Together the combined effect was described in a report to Stockport Council (lower down the Goyt Valley) as having a 1 in 260-year impact. Exacerbated by design flaws in the 50-year old spillway, this led to extensive damage to the reservoir (costing £20million to manage and repair), and required the urgent evacuation of 1,500 people for a week to manage the risk to public safety.
In early 2020, storms Ciara, Dennis and Jorge – three major events within a month or so – collectively caused many £millions of damage across the north of England and to the waterways network specifically. Structures that had once withstood 200+ years of weather were wiped out as though made of straw and sand, as they had been during the devastating floods on Boxing Day 2015 that had ravaged the Calder Valley (and its waterways) just a few years before.
Most recently, in August 2020, our thoughts turned to our counterparts in Scottish Canals when the embankment carrying the Union Canal breached following intense local rainfall and severe flooding, closing the adjacent Edinburgh to Glasgow railway line for several weeks. This was a reminder that much of the nation’s critical infrastructure is interdependent with the very first national infrastructure network, our historic waterways.
While the effects of storms are dramatic, heavy rain isn’t the only climate challenge facing the waterways. Long, dry spells can also be a serious problem causing earth structures to dry out and increase their vulnerability to erosion, especially when followed by intense rainfall when the weather breaks.

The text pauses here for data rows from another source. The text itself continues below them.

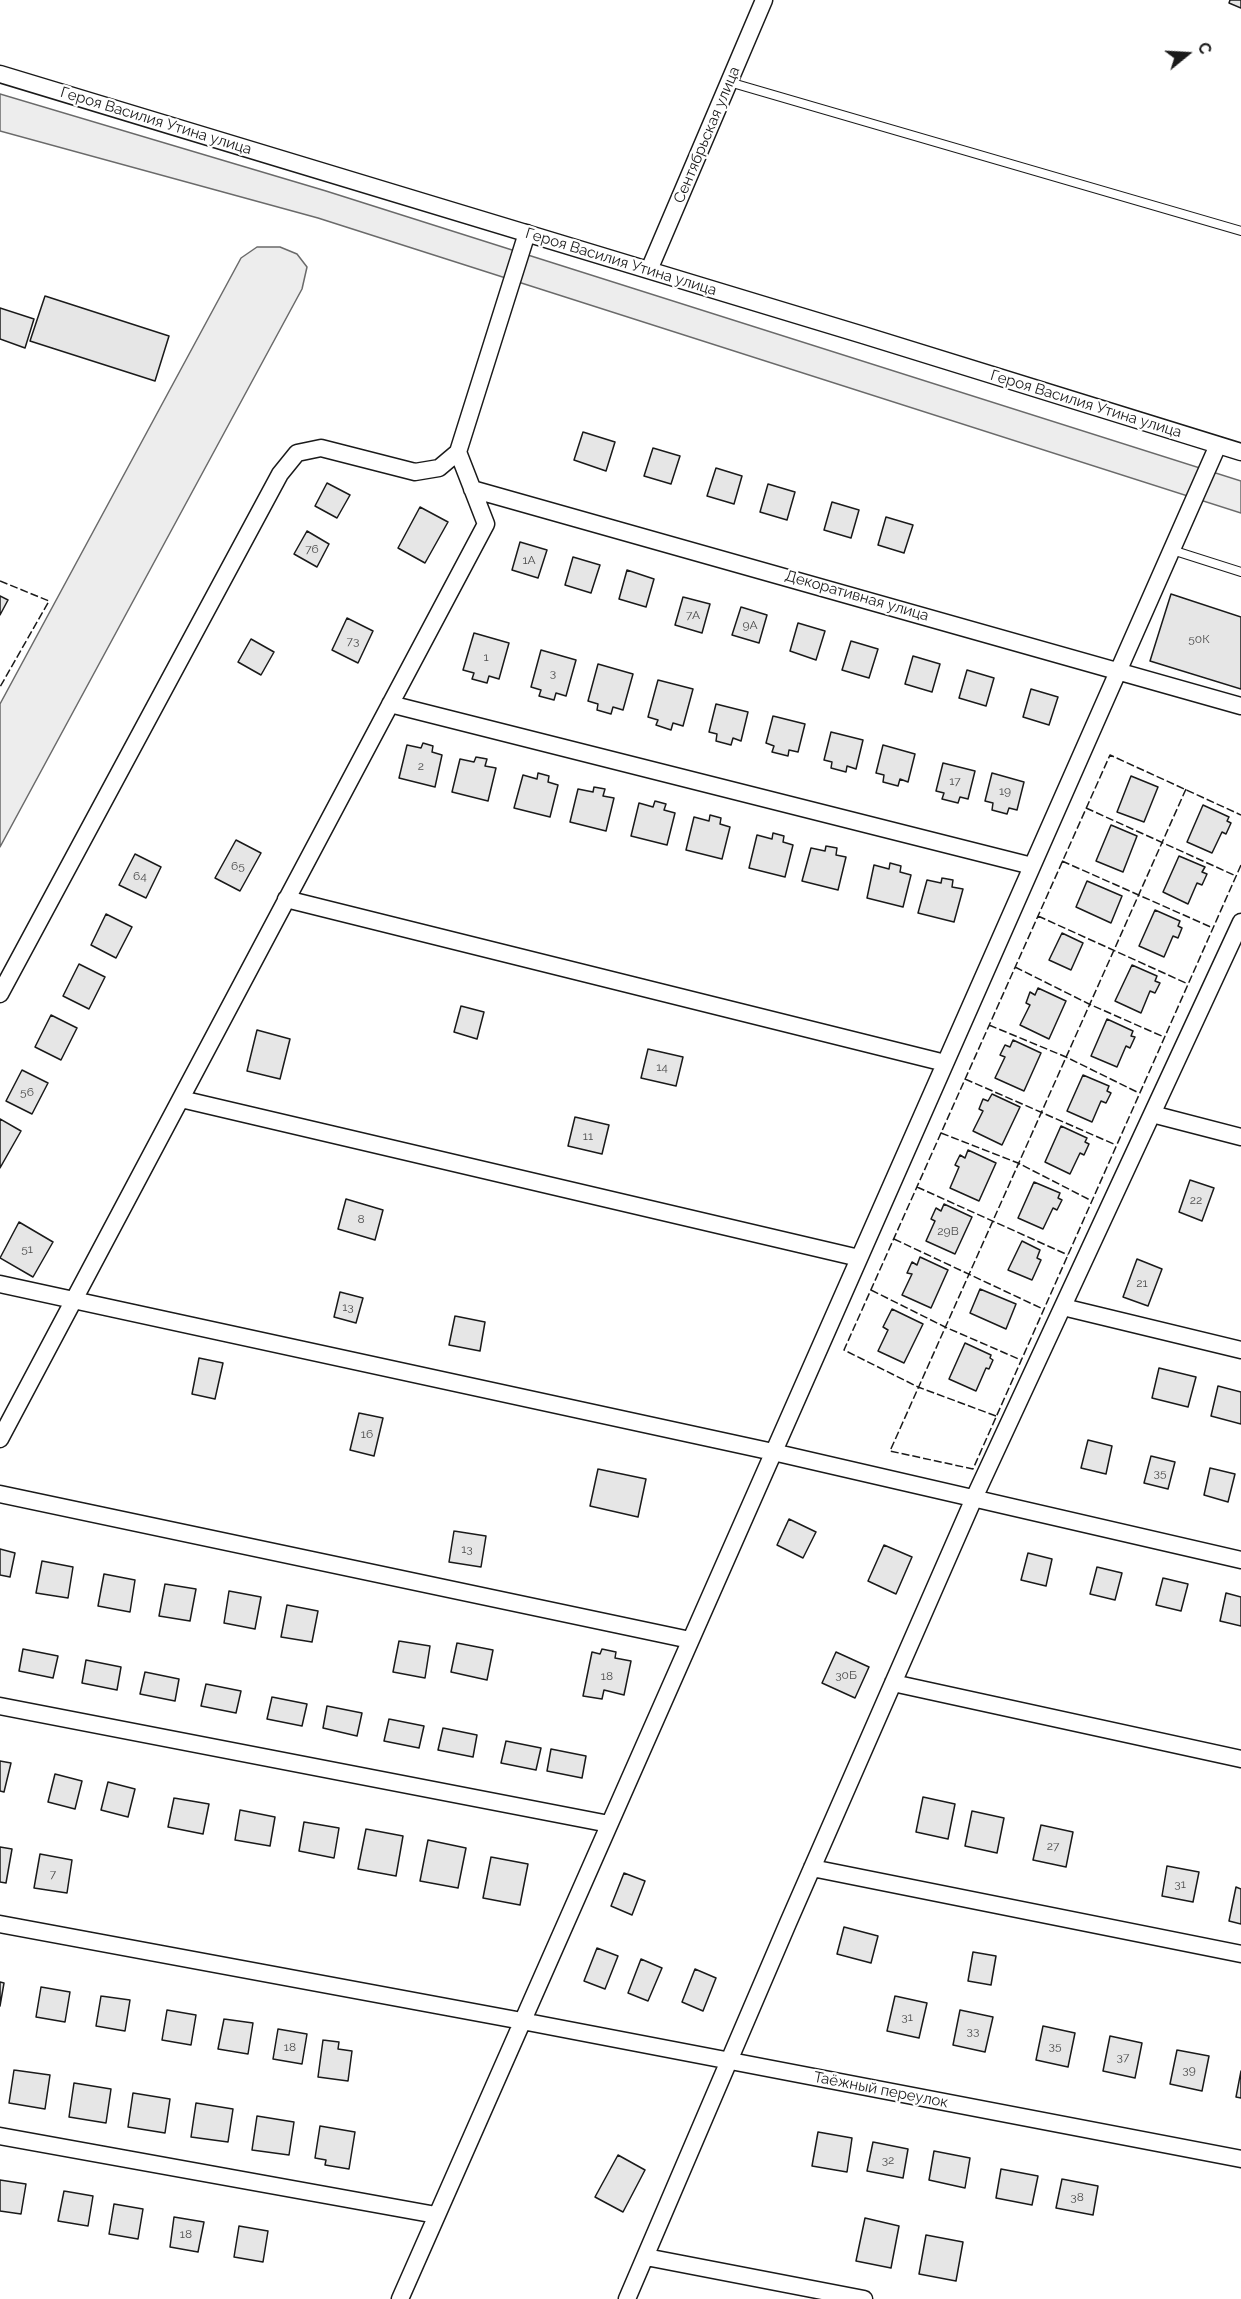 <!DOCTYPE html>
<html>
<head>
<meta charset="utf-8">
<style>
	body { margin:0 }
	#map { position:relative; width:1241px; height:2299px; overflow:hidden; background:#fff; font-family:Raleway,sans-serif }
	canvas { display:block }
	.north { position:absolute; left:1157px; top:24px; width:60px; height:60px; -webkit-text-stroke:4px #fff; paint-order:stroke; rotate:72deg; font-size:16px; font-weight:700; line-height:24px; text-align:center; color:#1a1a1a }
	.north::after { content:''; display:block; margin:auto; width:21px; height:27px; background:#1a1a1a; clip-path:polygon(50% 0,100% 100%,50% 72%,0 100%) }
</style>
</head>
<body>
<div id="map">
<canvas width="1241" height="2299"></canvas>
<div class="north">С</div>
</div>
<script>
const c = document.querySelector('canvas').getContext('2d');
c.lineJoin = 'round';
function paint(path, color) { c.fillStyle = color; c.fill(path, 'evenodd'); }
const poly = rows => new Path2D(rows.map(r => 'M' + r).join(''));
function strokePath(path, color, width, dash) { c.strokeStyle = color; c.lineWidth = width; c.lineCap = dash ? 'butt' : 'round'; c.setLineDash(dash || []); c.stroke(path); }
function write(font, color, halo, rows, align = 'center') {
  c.font = font + ' Raleway,sans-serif'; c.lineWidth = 4.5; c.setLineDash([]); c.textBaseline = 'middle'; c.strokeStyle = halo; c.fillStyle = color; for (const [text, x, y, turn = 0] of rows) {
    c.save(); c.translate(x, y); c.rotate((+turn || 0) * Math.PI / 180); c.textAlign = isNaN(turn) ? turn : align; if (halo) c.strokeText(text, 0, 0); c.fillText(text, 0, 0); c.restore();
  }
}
const green = poly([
	[0,94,326,191,1241,481,1241,513,318,218,0,131,0,94],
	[257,247,280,247,297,254,307,267,302,289,0,847,0,704,241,258,257,247]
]);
paint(green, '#ededed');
strokePath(green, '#6a6a6a', 1.5);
const building = poly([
	[1230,0,1241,0,1241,8,1229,3,1230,0],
	[45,296,169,336,155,381,30,341,45,296],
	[0,308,34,319,25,348,0,339,0,308],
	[583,432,615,442,606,471,574,460,583,432],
	[653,448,680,456,671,484,644,476,653,448],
	[716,468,742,476,734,504,707,496,716,468],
	[327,483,350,495,337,518,315,506,327,483],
	[768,484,795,492,787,520,760,512,768,484],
	[832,502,859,510,851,538,824,530,832,502],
	[420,507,448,522,425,563,398,548,420,507],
	[886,517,913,525,904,553,878,545,886,517],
	[307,531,329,544,317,567,294,554,307,531],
	[520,542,547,550,538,578,512,570,520,542],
	[573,557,600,565,591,593,565,585,573,557],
	[627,570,654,579,646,607,619,599,627,570],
	[1171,594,1241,617,1241,689,1150,661,1171,594],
	[0,596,8,600,0,615,0,596],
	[683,597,710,604,702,633,675,625,683,597],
	[741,607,767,615,759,643,732,635,741,607],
	[347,618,373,631,358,663,332,650,347,618],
	[798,623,825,631,816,660,790,651,798,623],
	[474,633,509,643,499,679,489,676,487,683,472,679,474,673,463,670,474,633],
	[251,639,274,652,261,675,238,662,251,639],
	[851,641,878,649,869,678,842,670,851,641],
	[541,650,576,660,566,696,556,693,554,700,539,696,541,690,531,687,541,650],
	[913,656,940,664,932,692,905,684,913,656],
	[598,664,633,674,623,710,613,707,611,714,597,710,598,704,588,701,598,664],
	[967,670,994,678,986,706,959,698,967,670],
	[658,680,693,689,683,726,673,723,671,730,656,725,658,720,648,717,658,680],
	[1031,689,1058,697,1049,725,1023,717,1031,689],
	[716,704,748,712,741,741,733,738,731,745,716,741,717,734,709,732,716,704],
	[773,716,805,724,798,752,789,750,788,756,772,752,774,746,766,743,773,716],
	[831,732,863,740,856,769,847,766,846,772,831,768,832,762,824,760,831,732],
	[423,743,433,746,432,752,442,755,435,787,399,778,407,745,421,748,423,743],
	[883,745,915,754,908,782,900,779,898,786,883,782,884,775,876,773,883,745],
	[476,757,487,759,485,766,496,768,488,801,452,792,460,759,474,762,476,757],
	[943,763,975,771,968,799,960,797,958,803,942,799,944,793,936,791,943,763],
	[538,773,549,776,548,782,558,785,550,817,514,808,523,775,537,779,538,773],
	[992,773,1024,782,1017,810,1009,808,1007,814,992,810,993,803,985,801,992,773],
	[1131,776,1158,787,1144,822,1117,812,1131,776],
	[594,787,605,789,603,796,614,798,606,831,570,822,578,789,593,792,594,787],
	[655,801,666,804,664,810,675,813,667,845,631,836,639,803,653,807,655,801],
	[1203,805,1229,817,1227,821,1231,823,1226,834,1222,832,1212,853,1187,842,1203,805],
	[710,815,721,818,720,824,730,827,722,859,686,850,694,817,709,821,710,815],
	[1111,825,1137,836,1123,872,1096,861,1111,825],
	[773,833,784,836,783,842,793,845,785,877,749,868,757,835,772,839,773,833],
	[236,840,261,853,240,891,215,878,236,840],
	[826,846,837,848,836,855,846,857,838,890,802,881,811,848,825,851,826,846],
	[135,854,161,867,146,898,119,885,135,854],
	[1179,856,1205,867,1202,872,1207,874,1202,885,1197,883,1188,904,1163,892,1179,856],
	[890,863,901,866,900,872,911,875,903,907,867,898,874,865,889,869,890,863],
	[942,878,953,880,952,887,963,889,954,922,918,913,927,880,941,883,942,878],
	[1087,881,1122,896,1111,923,1076,907,1087,881],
	[1155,910,1180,921,1178,926,1182,928,1178,938,1173,936,1164,957,1139,946,1155,910],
	[106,914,132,927,116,958,91,945,106,914],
	[1062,933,1083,943,1071,970,1049,960,1062,933],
	[79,964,105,977,89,1009,63,996,79,964],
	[1132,965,1157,976,1155,981,1160,983,1155,993,1150,991,1141,1013,1115,1001,1132,965],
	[1038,988,1066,1001,1049,1039,1020,1025,1030,1005,1026,1003,1030,992,1035,995,1038,988],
	[461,1006,484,1012,477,1039,454,1032,461,1006],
	[51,1015,77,1028,61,1060,35,1047,51,1015],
	[1107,1019,1133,1031,1131,1036,1135,1037,1130,1048,1126,1046,1117,1067,1091,1056,1107,1019],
	[257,1030,290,1039,280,1079,247,1071,257,1030],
	[1013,1040,1041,1053,1024,1091,995,1078,1005,1057,1000,1055,1005,1045,1010,1047,1013,1040],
	[648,1049,683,1057,676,1086,641,1078,648,1049],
	[22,1070,48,1083,32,1114,6,1101,22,1070],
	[1083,1075,1109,1086,1107,1091,1111,1093,1106,1103,1101,1101,1092,1122,1067,1111,1083,1075],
	[992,1094,1020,1107,1002,1145,973,1131,983,1111,979,1109,983,1099,988,1101,992,1094],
	[575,1117,609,1125,602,1154,568,1146,575,1117],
	[0,1119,21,1131,0,1168,0,1119],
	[1061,1126,1087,1138,1085,1142,1089,1144,1084,1155,1080,1153,1070,1174,1045,1162,1061,1126],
	[968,1150,996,1163,979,1201,950,1188,959,1167,955,1165,960,1155,965,1158,968,1150],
	[1190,1180,1214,1188,1202,1221,1179,1212,1190,1180],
	[1034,1182,1060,1193,1058,1198,1062,1200,1057,1210,1053,1208,1043,1229,1018,1218,1034,1182],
	[346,1199,383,1210,375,1240,338,1229,346,1199],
	[944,1204,972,1217,955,1254,926,1241,935,1221,931,1219,936,1208,941,1211,944,1204],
	[19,1222,53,1242,33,1277,0,1258,19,1222],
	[1022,1241,1040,1250,1037,1258,1041,1260,1032,1280,1008,1270,1022,1241],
	[920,1257,948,1270,931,1308,902,1295,912,1274,907,1273,912,1262,917,1265,920,1257],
	[1137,1259,1162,1269,1148,1306,1123,1297,1137,1259],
	[980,1289,1016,1304,1006,1329,970,1313,980,1289],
	[340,1292,363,1298,356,1323,334,1317,340,1292],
	[892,1309,923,1324,904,1363,878,1351,888,1330,883,1327,892,1309],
	[455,1316,485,1322,480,1351,449,1345,455,1316],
	[965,1343,991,1355,990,1358,993,1360,989,1369,986,1368,976,1391,949,1379,965,1343],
	[199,1358,223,1363,215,1399,192,1394,199,1358],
	[1159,1368,1196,1377,1188,1407,1152,1398,1159,1368],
	[1218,1386,1241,1392,1241,1424,1211,1416,1218,1386],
	[359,1413,383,1418,374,1456,350,1450,359,1413],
	[1088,1440,1112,1446,1106,1474,1081,1468,1088,1440],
	[1151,1456,1175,1462,1168,1489,1144,1483,1151,1456],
	[1210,1468,1235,1474,1228,1502,1204,1495,1210,1468],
	[598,1469,646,1479,638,1517,590,1506,598,1469],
	[789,1519,816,1532,803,1558,777,1545,789,1519],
	[454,1531,486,1536,481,1567,449,1562,454,1531],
	[884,1545,912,1557,896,1594,868,1581,884,1545],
	[0,1549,15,1553,10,1577,0,1575,0,1549],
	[1028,1553,1052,1559,1046,1586,1021,1580,1028,1553],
	[42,1561,73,1567,68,1598,36,1593,42,1561],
	[1097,1567,1122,1573,1115,1600,1090,1594,1097,1567],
	[104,1574,135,1580,130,1612,98,1606,104,1574],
	[1163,1578,1188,1584,1181,1611,1156,1605,1163,1578],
	[165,1584,196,1589,190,1621,159,1616,165,1584],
	[229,1591,261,1597,255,1629,224,1623,229,1591],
	[1226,1593,1241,1597,1241,1626,1220,1621,1226,1593],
	[287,1605,318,1611,312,1642,281,1637,287,1605],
	[399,1641,430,1646,425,1678,393,1672,399,1641],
	[457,1643,493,1650,487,1680,451,1672,457,1643],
	[23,1649,58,1656,53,1678,19,1671,23,1649],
	[602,1649,616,1652,615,1658,631,1661,624,1695,604,1690,602,1699,583,1696,592,1652,600,1654,602,1649],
	[836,1652,869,1667,855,1698,822,1683,836,1652],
	[86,1660,121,1667,117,1690,82,1683,86,1660],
	[145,1672,179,1679,175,1701,140,1694,145,1672],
	[206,1684,241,1691,236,1713,201,1706,206,1684],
	[272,1697,307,1704,302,1726,267,1719,272,1697],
	[327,1706,362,1713,357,1736,323,1728,327,1706],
	[389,1719,424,1726,419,1748,384,1741,389,1719],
	[443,1728,477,1735,473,1757,438,1750,443,1728],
	[506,1741,541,1748,536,1770,501,1763,506,1741],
	[551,1749,586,1756,582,1778,547,1771,551,1749],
	[0,1761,11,1763,4,1792,0,1791,0,1761],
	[55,1774,82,1781,75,1809,48,1802,55,1774],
	[108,1782,135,1789,128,1817,101,1810,108,1782],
	[923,1797,955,1804,948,1839,916,1832,923,1797],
	[174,1798,209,1804,203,1834,168,1827,174,1798],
	[240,1810,275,1817,270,1846,235,1840,240,1810],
	[972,1811,1004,1818,997,1853,965,1846,972,1811],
	[304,1822,339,1828,334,1858,299,1851,304,1822],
	[1041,1825,1073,1832,1066,1867,1033,1860,1041,1825],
	[366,1829,403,1836,396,1876,358,1869,366,1829],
	[428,1840,466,1848,458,1888,420,1881,428,1840],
	[0,1847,12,1849,6,1883,0,1882,0,1847],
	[40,1854,72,1860,67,1893,34,1888,40,1854],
	[491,1857,528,1864,520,1905,483,1898,491,1857],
	[1167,1866,1199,1872,1193,1902,1162,1896,1167,1866],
	[624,1873,645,1881,632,1915,611,1906,624,1873],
	[1236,1887,1241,1889,1241,1924,1229,1921,1236,1887],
	[844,1927,878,1936,871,1963,837,1954,844,1927],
	[597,1948,618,1956,605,1989,584,1981,597,1948],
	[973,1952,996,1956,991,1985,968,1981,973,1952],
	[641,1959,662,1968,648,2001,628,1993,641,1959],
	[695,1969,716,1978,703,2011,682,2002,695,1969],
	[0,1982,4,1983,0,2006,0,1982],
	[41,1987,70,1992,65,2022,36,2017,41,1987],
	[101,1996,130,2000,125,2031,96,2026,101,1996],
	[895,1996,927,2003,919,2038,887,2031,895,1996],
	[167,2010,196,2015,191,2045,162,2040,167,2010],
	[960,2010,993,2017,985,2052,953,2045,960,2010],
	[224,2019,253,2023,248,2054,218,2049,224,2019],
	[1043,2026,1075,2033,1068,2067,1036,2060,1043,2026],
	[278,2029,307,2034,302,2064,273,2059,278,2029],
	[1110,2036,1142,2043,1135,2078,1103,2071,1110,2036],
	[323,2040,339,2042,338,2049,352,2051,348,2081,318,2077,323,2040],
	[1177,2050,1209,2056,1202,2091,1170,2084,1177,2050],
	[14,2070,50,2075,45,2109,9,2103,14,2070],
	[1241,2071,1241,2098,1236,2097,1241,2071],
	[74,2083,111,2089,106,2123,69,2117,74,2083],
	[133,2093,170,2099,165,2133,128,2127,133,2093],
	[196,2103,233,2109,228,2142,191,2137,196,2103],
	[257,2116,294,2122,289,2155,252,2150,257,2116],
	[320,2126,355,2132,349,2169,325,2165,326,2160,315,2158,320,2126],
	[818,2132,852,2138,847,2172,812,2166,818,2132],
	[873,2142,908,2149,903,2178,867,2171,873,2142],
	[934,2151,970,2158,965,2188,929,2180,934,2151],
	[618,2155,645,2170,623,2212,595,2197,618,2155],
	[1001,2169,1038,2176,1032,2205,996,2198,1001,2169],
	[1062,2179,1098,2186,1093,2215,1056,2208,1062,2179],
	[0,2180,26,2184,21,2214,0,2211,0,2180],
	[64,2191,93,2196,88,2226,58,2221,64,2191],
	[114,2204,143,2209,138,2239,109,2234,114,2204],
	[174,2217,204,2222,198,2252,170,2247,174,2217],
	[865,2218,899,2226,891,2268,856,2261,865,2218],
	[239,2226,268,2231,263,2262,234,2257,239,2226],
	[926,2235,963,2242,956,2281,919,2274,926,2235]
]);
paint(building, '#e6e6e6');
strokePath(building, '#1a1a1a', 1.5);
const service = poly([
	[729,82,1241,231],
	[1172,550,1241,572]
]);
const minor = poly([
	[0,74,863,335,1241,452],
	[649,270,764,0],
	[472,489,1241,706],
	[390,704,1032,866],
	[286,899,945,1063],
	[0,994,280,474,297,453,321,448,415,472,439,468,458,452,527,233],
	[181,1099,859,1258],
	[1152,1114,1241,1137],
	[0,1284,773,1452,1241,1560],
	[1063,1307,1241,1350],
	[0,1439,486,524,458,452],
	[0,1494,690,1640],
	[893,1683,1241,1759],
	[0,1706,609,1824],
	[812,1868,1241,1954],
	[0,1924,522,2021,1241,2159],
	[0,2136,436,2215],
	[646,2257,864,2299],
	[400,2299,1218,445],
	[627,2299,788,1923,975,1496,1241,922]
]);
strokePath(service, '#1a1a1a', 10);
strokePath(minor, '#1a1a1a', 19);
strokePath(service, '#fff', 8);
strokePath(minor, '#fff', 16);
strokePath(poly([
	[0,581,49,601,0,687],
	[1186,789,890,1451,973,1469,1241,865],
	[1086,808,1236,876],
	[1062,861,1213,928],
	[1038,916,1188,984],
	[1015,967,1089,1004,1164,1037],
	[989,1025,1066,1057,1139,1093],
	[965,1079,1116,1145],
	[941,1133,1018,1163,1092,1201],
	[917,1187,1068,1255],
	[894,1239,1043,1309],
	[871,1290,945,1327,1021,1360],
	[996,1416,918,1387,844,1350,1110,755,1241,815]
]), '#1a1a1a', 1.5, [8, 3]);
write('12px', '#4d4d4d', null, [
	["76",312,549],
	["1А",529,560],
	["7А",693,615],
	["9А",750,625],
	["50К",1199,639],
	["73",353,641],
	["1",486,657],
	["3",553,673],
	["2",421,766],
	["17",955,781],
	["19",1005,791],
	["65",238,866],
	["64",140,876],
	["14",662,1067],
	["56",27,1092],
	["11",588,1136],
	["22",1196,1200],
	["8",361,1219],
	["29В",948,1231],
	["51",27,1249],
	["21",1142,1283],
	["13",348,1307],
	["16",367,1434],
	["35",1160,1473],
	["13",467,1549],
	["30Б",846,1675],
	["18",607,1676],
	["27",1053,1846],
	["7",53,1874],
	["31",1180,1884],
	["31",907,2017],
	["33",973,2031],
	["35",1055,2046],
	["18",290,2047],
	["37",1123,2057],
	["39",1189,2070],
	["32",888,2160],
	["38",1077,2197],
	["18",186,2234]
]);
write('15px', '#1a1a1a', '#fff', [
	["Героя Василия Утина улица",156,121,17],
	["Сентябрьская улица",707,135,-67],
	["Героя Василия Утина улица",621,262,17],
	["Героя Василия Утина улица",1086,404,17],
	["Декоративная улица",857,596,16],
	["Таёжный переулок",881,2090,11]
]);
</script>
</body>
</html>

Notwithstanding the huge amount of care our professional and dedicated colleagues and volunteers take to inspect, monitor and look after our very old infrastructure, changing climatic patterns mean that it is more exposed than ever before.
We believe that there needs to be a step change in the scale of expenditure on high risk infrastructure – such as reservoirs, culverts, embankments, and cuttings – over the next five years or so, if we are to keep pace with the growing incidence of extreme weather and ensure that these highly-valued waterways remain available for people to enjoy and safe for the communities they run through.
Undertaking the vital work to increase the resilience of our waterways over the next few years will require an additional investment of the order of £200million. Our finances are limited and, as well as stretching our resources considerably, there is an immediate role for Government in supporting the programme of additional spend.
The implications and threats of climate change, and tackling this critical issue in years ahead, will also be a factor in the Government’s review of future grant funding for the Trust and our waterways network in England and Wales beyond 2027.
It is vital that levels of grant funding are sustained over the long term to meet the ongoing need for significantly higher infrastructure funding, in addition to ensuring that the everyday enjoyment of the millions who use and value our canals, river and towpaths can continue now and in the future.